• **WORK TO BE COMPLETED**
The task calls for the lines below from the line with "thumb mcp: (882, 1074)" to the line with "wrist: (459, 368)", both ends included, copied exactly, without any pictures.
---- DATA SUPPLIED
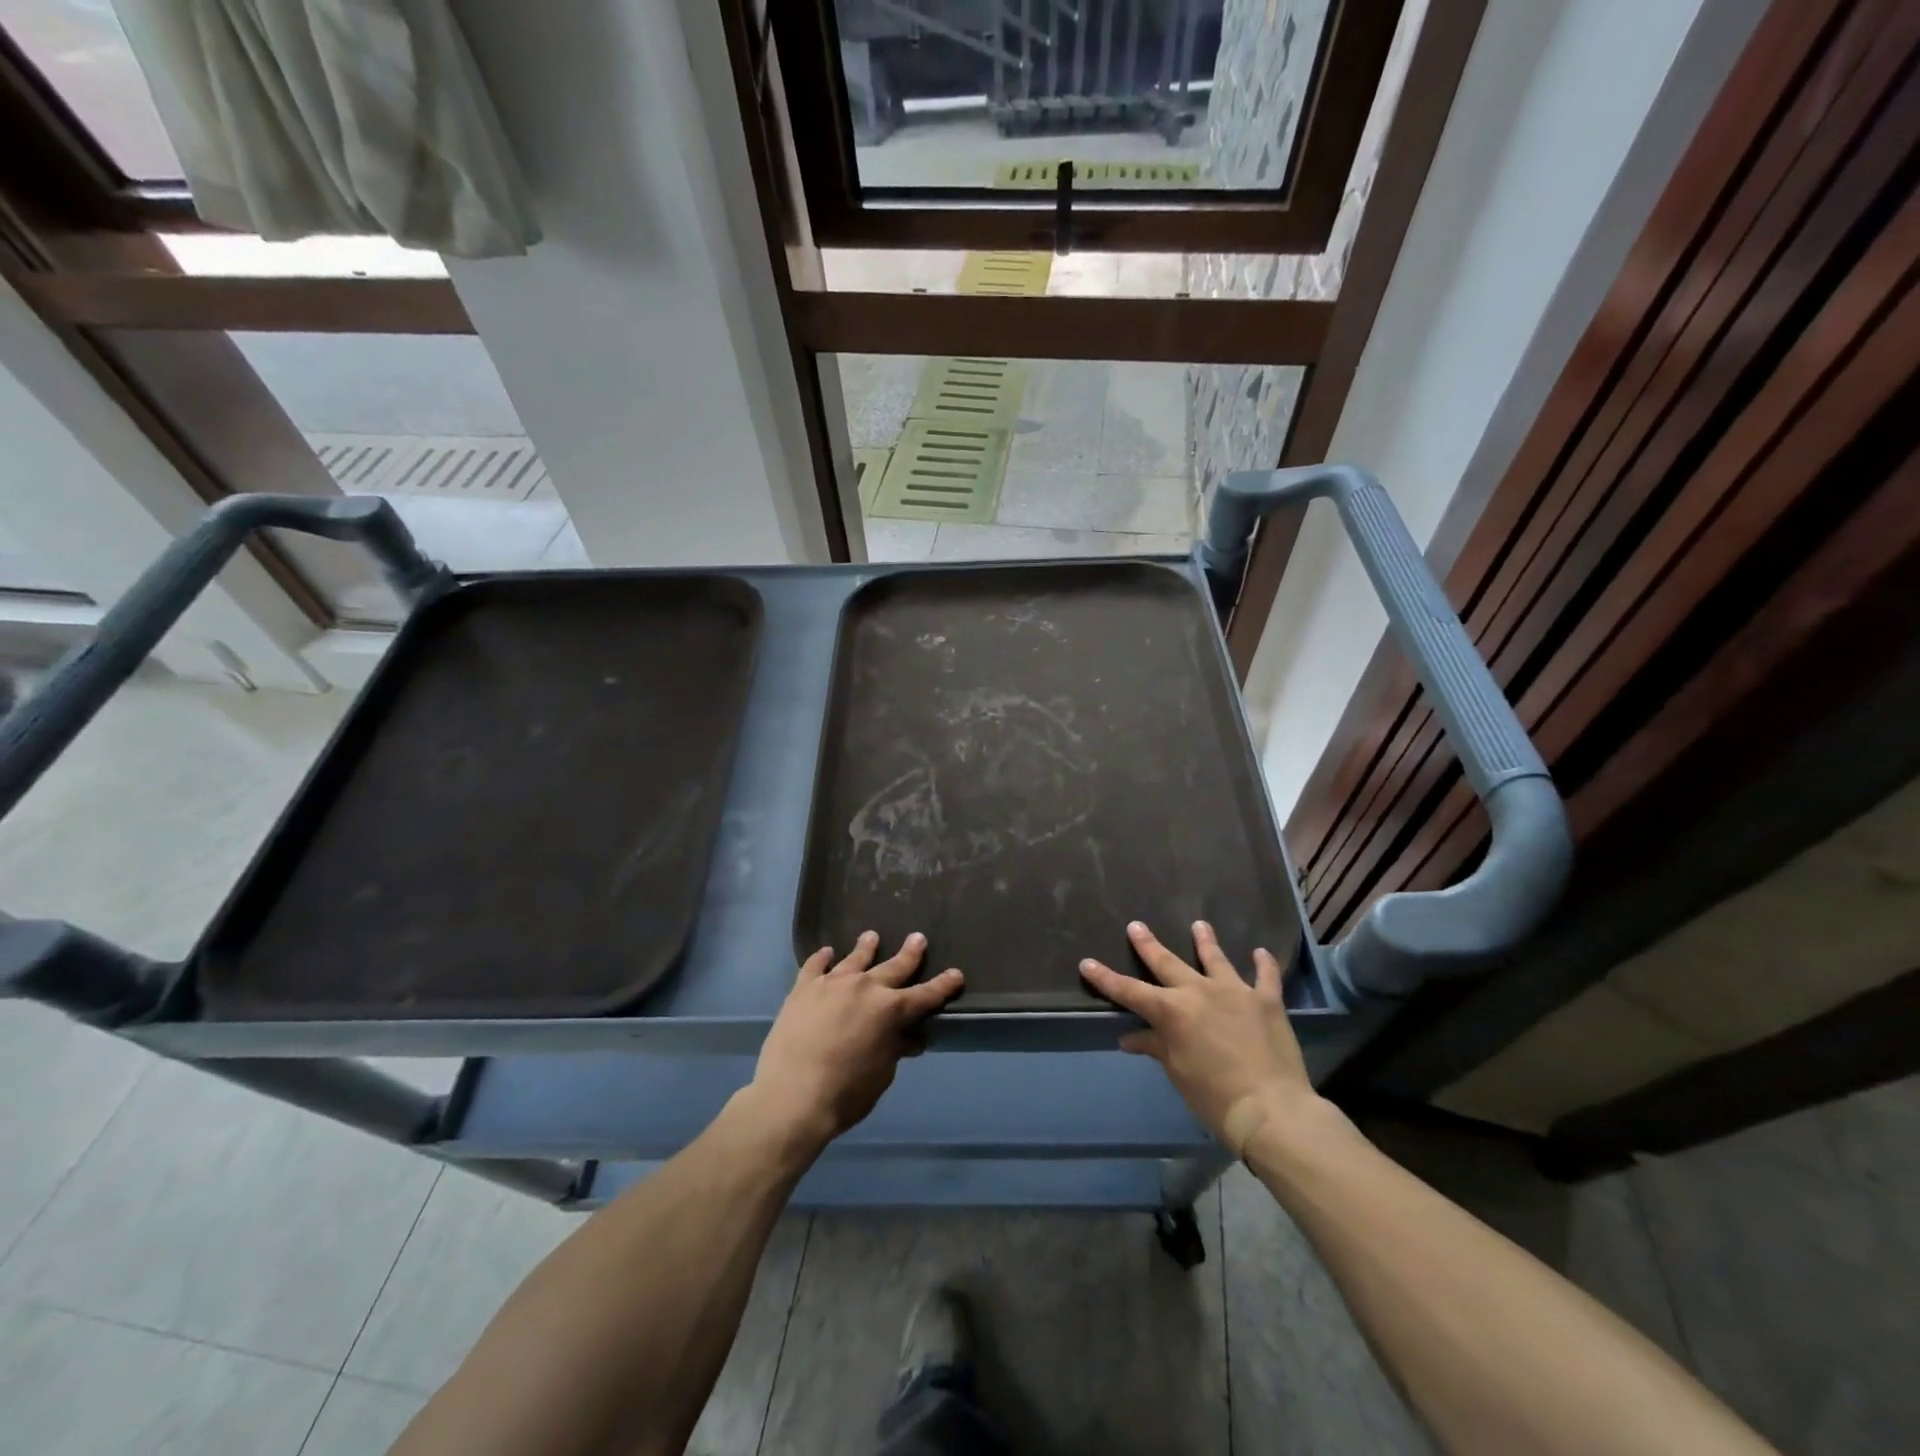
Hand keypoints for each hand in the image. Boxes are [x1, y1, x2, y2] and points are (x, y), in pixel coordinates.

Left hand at [745, 931, 963, 1155]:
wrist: (791, 1095)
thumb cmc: (846, 1093)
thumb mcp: (882, 1074)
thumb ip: (895, 1049)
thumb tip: (908, 1037)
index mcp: (891, 1010)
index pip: (925, 995)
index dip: (943, 985)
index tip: (956, 973)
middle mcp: (865, 988)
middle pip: (894, 966)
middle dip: (909, 953)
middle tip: (917, 938)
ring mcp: (832, 984)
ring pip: (855, 959)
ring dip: (866, 948)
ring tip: (871, 936)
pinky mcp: (803, 988)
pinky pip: (815, 966)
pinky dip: (822, 958)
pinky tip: (826, 952)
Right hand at [1079, 920, 1316, 1156]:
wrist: (1270, 1109)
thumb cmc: (1214, 1096)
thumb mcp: (1177, 1072)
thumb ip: (1155, 1047)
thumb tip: (1129, 1038)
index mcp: (1172, 1011)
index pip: (1130, 991)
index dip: (1106, 978)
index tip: (1087, 963)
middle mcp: (1199, 991)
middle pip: (1167, 963)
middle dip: (1148, 945)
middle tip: (1136, 926)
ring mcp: (1235, 992)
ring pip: (1216, 959)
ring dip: (1206, 941)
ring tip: (1200, 925)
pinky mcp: (1266, 1001)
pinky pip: (1265, 976)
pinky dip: (1263, 964)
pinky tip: (1261, 952)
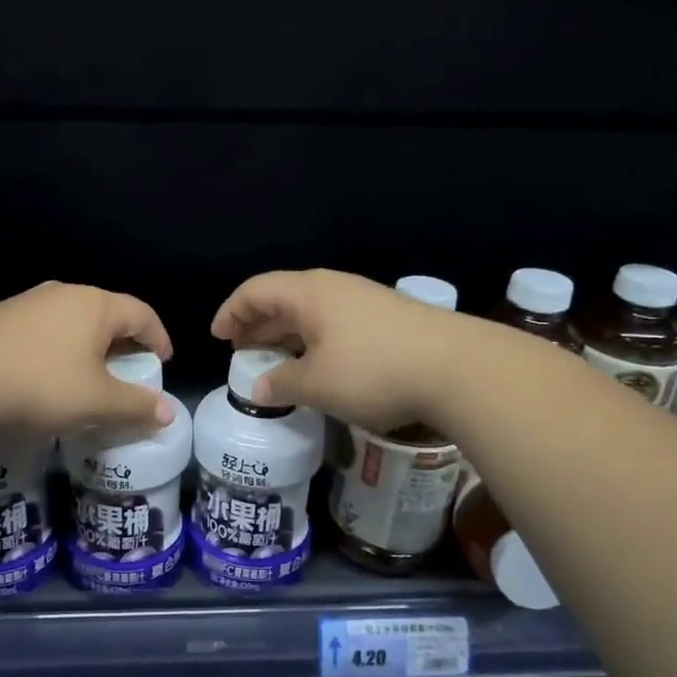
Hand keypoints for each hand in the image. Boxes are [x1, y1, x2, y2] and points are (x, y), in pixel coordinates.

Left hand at [0, 282, 174, 434]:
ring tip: (91, 376)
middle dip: (125, 343)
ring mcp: (31, 302)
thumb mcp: (96, 401)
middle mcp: (66, 294)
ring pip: (75, 320)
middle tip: (130, 373)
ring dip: (91, 346)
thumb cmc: (42, 384)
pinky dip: (62, 347)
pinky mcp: (3, 316)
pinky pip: (47, 328)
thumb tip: (168, 412)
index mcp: (96, 305)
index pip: (142, 314)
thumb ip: (136, 405)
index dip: (158, 338)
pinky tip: (51, 374)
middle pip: (108, 314)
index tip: (163, 363)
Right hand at [210, 269, 460, 433]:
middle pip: (282, 298)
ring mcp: (364, 300)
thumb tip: (258, 388)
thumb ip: (281, 383)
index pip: (255, 290)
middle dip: (257, 325)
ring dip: (287, 335)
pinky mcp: (387, 319)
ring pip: (311, 312)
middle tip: (242, 352)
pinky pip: (334, 323)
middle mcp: (333, 288)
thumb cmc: (373, 371)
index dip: (231, 312)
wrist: (459, 368)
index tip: (217, 338)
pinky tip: (318, 366)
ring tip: (276, 362)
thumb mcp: (317, 384)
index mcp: (308, 293)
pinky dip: (314, 341)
--------
• **RESPONSE**
thumb mcp: (882, 1074)
thumb ip: (895, 1049)
thumb tip: (908, 1037)
index mcp: (891, 1010)
index pip: (925, 995)
index dip: (943, 985)
index tip: (956, 973)
middle mcp: (865, 988)
middle pip: (894, 966)
middle dip: (909, 953)
middle tip: (917, 938)
ring mcp: (832, 984)
ring pip: (855, 959)
ring dip: (866, 948)
ring tip: (871, 936)
pinky mcp: (803, 988)
pinky pip: (815, 966)
pinky dip: (822, 958)
pinky tip: (826, 952)
Right hand at [1079, 920, 1316, 1156]:
wrist: (1270, 1109)
thumb cmc: (1214, 1096)
thumb mcp: (1177, 1072)
thumb ip: (1155, 1047)
thumb tip: (1129, 1038)
index mcp: (1172, 1011)
index pip: (1130, 991)
index dip: (1106, 978)
index tip: (1087, 963)
middle mcp: (1199, 991)
middle pip: (1167, 963)
middle dip: (1148, 945)
middle tip: (1136, 926)
ring mcp: (1235, 992)
ring pip: (1216, 959)
ring dip: (1206, 941)
ring tip: (1200, 925)
pinky mcp: (1266, 1001)
pinky pip: (1265, 976)
pinky dip: (1263, 964)
pinky tip: (1261, 952)
Hand keypoints for each hand in the image. Boxes are [x1, y1, x2, y2] and points are (x, y), in pixel coordinates.

Left hand at [0, 282, 174, 434]:
ring tip: (91, 376)
middle dip: (125, 343)
ring mcp: (31, 302)
thumb mcp: (96, 401)
middle mcp: (66, 294)
ring pip: (75, 320)
middle tip: (130, 373)
ring dip: (91, 346)
thumb cmc: (42, 384)
pinky dip: (62, 347)
pinky mcp: (3, 316)
pinky pip: (47, 328)
thumb tip: (168, 412)
index mcp: (96, 305)
index pip: (142, 314)
thumb ip: (136, 405)
index dip: (158, 338)
pinky tip: (51, 374)
middle pip: (108, 314)
index tip: (163, 363)
Right hand at [210, 269, 460, 433]:
middle pip: (282, 298)
ring mcp: (364, 300)
thumb tip: (258, 388)
thumb ip: (281, 383)
index pip: (255, 290)
middle dip: (257, 325)
ring dip: (287, 335)
pinky mcp: (387, 319)
ring pip: (311, 312)
middle tip: (242, 352)
pinky pip: (334, 323)
middle mcp: (333, 288)
thumb cmc: (373, 371)
index dip: (231, 312)
wrist: (459, 368)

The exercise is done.